4) Starting with a lie creates a disaster. I commented on a friends Facebook when she posted a picture wishing Moms Happy Father’s Day. She told me in defense to what I said that she also wishes Fathers a Happy Mother’s Day, let’s make the lie bigger I guess. Anyway, when I said that a man (I actually said man enough, so as to imply someone behaving with respect for others) should have enough respect to not take credit on Mother’s Day, my character was attacked in ways that had nothing to do with the conversation, she even used personal information given in confidence that has no bearing on my life anymore against me. In trying to defend a lie, her ego had to fight back, and in order to justify what she is doing, she had to crush me I guess. Is this how humans are suppose to treat each other? No, of course not.
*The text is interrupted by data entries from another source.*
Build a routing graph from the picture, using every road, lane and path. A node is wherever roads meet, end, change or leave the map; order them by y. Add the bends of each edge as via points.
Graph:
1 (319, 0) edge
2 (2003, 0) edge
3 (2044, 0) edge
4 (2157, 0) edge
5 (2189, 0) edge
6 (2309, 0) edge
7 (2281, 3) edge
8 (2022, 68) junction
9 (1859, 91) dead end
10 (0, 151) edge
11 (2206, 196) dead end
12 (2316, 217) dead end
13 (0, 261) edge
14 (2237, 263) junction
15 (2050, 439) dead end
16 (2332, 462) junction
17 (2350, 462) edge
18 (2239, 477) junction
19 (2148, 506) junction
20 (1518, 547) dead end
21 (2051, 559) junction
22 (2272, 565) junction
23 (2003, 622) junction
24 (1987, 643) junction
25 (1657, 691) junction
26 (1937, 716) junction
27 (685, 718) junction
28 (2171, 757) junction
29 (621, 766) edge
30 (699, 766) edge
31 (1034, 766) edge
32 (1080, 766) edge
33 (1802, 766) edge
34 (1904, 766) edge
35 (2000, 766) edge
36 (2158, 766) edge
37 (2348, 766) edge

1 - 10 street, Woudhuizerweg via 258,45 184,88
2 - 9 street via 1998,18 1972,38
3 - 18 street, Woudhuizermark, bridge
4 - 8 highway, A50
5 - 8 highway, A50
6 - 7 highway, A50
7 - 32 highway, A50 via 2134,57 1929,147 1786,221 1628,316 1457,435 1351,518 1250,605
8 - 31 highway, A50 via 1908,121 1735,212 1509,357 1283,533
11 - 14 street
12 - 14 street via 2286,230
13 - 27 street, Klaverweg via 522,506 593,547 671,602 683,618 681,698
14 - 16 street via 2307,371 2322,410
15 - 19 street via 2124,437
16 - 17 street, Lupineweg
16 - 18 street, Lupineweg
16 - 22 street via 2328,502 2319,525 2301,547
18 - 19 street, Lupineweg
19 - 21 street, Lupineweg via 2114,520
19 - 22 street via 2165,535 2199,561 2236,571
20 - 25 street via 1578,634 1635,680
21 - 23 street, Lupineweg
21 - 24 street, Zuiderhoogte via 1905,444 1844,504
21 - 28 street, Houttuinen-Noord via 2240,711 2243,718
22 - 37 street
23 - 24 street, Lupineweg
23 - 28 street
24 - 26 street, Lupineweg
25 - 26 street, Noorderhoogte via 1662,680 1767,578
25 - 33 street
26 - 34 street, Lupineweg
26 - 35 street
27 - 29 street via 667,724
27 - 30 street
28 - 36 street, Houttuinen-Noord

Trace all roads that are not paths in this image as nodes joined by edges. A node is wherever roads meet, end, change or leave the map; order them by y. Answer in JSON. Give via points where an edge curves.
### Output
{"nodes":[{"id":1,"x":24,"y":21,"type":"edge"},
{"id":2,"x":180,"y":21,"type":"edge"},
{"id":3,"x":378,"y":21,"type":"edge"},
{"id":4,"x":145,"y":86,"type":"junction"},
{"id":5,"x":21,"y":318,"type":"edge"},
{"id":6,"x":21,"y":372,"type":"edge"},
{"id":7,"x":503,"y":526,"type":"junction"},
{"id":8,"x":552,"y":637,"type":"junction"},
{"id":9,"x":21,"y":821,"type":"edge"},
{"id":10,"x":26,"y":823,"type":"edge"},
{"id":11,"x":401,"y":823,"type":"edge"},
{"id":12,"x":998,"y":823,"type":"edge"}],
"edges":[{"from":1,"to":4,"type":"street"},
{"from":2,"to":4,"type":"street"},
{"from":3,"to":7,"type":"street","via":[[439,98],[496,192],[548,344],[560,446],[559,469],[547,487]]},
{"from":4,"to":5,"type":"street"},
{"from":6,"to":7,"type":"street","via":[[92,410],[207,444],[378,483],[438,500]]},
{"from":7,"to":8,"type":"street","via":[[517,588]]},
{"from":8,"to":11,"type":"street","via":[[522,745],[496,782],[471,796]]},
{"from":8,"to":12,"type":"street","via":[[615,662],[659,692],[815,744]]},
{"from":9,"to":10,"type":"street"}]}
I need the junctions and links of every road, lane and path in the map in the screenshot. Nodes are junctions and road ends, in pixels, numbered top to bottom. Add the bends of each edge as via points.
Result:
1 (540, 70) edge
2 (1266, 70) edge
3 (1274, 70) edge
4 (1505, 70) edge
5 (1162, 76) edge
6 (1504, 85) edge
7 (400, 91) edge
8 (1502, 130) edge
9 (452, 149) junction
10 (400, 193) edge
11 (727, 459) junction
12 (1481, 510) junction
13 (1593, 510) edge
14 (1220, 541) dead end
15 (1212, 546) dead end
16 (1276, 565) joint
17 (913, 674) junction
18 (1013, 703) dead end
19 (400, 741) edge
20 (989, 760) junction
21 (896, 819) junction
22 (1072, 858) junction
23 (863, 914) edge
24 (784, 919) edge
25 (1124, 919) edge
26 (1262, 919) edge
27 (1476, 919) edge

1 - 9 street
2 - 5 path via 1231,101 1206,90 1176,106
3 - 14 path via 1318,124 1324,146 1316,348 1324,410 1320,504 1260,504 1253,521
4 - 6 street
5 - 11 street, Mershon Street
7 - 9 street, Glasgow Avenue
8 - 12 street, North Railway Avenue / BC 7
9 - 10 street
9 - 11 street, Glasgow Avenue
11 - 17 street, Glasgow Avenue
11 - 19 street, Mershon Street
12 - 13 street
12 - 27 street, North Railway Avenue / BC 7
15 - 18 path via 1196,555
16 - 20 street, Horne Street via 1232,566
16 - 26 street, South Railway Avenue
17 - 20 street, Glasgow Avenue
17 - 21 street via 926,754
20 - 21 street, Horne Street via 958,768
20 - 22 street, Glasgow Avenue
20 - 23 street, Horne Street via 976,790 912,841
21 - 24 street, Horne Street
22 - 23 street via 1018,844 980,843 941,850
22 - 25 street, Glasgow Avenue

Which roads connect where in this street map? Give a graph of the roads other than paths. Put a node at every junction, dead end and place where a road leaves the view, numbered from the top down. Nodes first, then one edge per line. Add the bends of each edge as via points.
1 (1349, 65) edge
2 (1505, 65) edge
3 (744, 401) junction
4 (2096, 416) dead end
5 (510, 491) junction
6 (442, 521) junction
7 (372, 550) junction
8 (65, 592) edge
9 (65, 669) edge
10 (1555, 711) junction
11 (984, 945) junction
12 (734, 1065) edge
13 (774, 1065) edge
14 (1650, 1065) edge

But it does prove that when we try to defend from ego instead of truth and love, humans can become vicious to each other, even people that you have known for some time, not just “Facebook friends”.

4b) While commenting on her post, I made the statements that all of this was “A Lie”, and  “We wonder why kids don’t know what gender they identify with“. Not one person would engage in conversation about that. NOT A DAMN ONE!!!! One lady, a feminist I am guessing even suggested that this is all a “Non-Issue”. We are lying to ourselves and it is a non-issue? We are hurting kids and it is a non-issue? I pray she doesn’t have kids to influence.  Maybe its only me but I get a sense of why nobody wants to talk about the juicy parts……..And I get a sense of why society is falling apart and allowing the banks and corporations to take a strangle hold on us. (But it’s probably a non-issue, LOL. Hows that for Mansplaining? And for your information lady, there are more deadbeat moms out there than dads. Especially the ones that purposely keep the kids away from dad)  If we don’t start having the hard conversations soon we are gonna be in big trouble. Just sayin

We have taken it too far. Our egoic need for recognition and instant gratification is now becoming a liability. If we accept this lie into our society where will we head to? What other lies will we accept as normal? What the hell is wrong with us and just where are we headed? Why won’t most people take a step back and look at what the hell they are doing? It is time to tell the truth again before shit simply falls apart and we hit rock bottom.

Panache Desai says “we must learn to tell ourselves the truth”. And we need to start listening.